[Stored items from a collection]
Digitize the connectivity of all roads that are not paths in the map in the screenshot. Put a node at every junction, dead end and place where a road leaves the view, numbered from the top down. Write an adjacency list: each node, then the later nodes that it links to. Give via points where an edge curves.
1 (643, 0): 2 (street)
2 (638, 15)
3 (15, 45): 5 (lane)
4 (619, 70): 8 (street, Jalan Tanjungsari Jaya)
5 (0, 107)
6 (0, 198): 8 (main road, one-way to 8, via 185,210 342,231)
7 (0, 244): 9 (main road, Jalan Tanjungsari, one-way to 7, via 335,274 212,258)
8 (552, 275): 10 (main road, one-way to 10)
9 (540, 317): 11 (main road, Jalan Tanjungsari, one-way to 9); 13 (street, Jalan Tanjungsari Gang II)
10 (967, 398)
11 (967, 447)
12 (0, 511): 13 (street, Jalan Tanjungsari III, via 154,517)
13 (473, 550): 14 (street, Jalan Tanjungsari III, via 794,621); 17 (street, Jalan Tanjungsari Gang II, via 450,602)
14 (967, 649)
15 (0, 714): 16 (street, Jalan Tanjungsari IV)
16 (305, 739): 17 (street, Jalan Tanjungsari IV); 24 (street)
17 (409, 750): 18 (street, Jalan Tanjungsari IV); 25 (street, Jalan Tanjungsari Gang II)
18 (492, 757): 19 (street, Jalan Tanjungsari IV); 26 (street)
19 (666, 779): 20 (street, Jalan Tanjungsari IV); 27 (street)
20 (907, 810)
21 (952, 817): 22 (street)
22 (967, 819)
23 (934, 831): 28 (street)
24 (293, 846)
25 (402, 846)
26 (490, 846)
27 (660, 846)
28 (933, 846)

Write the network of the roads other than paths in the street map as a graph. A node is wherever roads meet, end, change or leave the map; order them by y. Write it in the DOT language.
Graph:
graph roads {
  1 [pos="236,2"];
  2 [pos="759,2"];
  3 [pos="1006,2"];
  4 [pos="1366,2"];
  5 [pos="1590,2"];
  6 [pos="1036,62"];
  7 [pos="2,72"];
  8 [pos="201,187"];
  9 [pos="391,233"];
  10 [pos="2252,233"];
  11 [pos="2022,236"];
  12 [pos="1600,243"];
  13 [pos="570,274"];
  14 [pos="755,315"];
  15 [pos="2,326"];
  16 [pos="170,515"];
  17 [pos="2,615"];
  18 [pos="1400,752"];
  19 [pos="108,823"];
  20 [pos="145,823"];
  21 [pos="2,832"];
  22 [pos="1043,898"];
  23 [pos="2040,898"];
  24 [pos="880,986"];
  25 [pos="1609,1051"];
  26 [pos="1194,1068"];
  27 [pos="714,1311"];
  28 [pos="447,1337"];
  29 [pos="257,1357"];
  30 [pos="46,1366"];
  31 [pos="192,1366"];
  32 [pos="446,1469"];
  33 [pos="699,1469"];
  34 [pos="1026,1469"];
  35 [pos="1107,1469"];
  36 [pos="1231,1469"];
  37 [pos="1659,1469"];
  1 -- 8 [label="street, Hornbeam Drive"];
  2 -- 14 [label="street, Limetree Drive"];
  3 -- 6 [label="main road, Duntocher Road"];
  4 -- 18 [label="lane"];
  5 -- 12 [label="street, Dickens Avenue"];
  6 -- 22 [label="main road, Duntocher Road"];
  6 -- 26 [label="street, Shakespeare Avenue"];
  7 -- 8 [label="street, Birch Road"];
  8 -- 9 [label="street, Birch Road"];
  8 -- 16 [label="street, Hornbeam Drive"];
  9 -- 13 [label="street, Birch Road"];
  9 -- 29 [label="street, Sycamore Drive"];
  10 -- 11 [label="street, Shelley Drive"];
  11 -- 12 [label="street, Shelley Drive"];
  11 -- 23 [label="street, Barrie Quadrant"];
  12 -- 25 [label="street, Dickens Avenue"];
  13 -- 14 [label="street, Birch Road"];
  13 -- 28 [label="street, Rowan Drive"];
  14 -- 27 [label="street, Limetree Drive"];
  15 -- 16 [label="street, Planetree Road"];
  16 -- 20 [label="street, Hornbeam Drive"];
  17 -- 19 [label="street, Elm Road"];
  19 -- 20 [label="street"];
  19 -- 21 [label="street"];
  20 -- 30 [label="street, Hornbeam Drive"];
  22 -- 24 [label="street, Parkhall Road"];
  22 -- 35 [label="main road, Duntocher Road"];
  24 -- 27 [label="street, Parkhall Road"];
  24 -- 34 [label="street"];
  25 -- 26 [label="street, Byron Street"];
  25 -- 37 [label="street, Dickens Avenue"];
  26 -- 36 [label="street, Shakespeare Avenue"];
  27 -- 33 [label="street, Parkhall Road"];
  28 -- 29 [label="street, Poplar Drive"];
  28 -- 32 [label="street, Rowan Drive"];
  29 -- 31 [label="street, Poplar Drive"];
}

▸ **WHAT YOU HAVE TO DO**
Every line above in which the word "Shakespeare" occurs needs to be copied.

▸ **FINISHED EXERCISE**
  6 -- 26 [label="street, Shakespeare Avenue"];
  26 -- 36 [label="street, Shakespeare Avenue"];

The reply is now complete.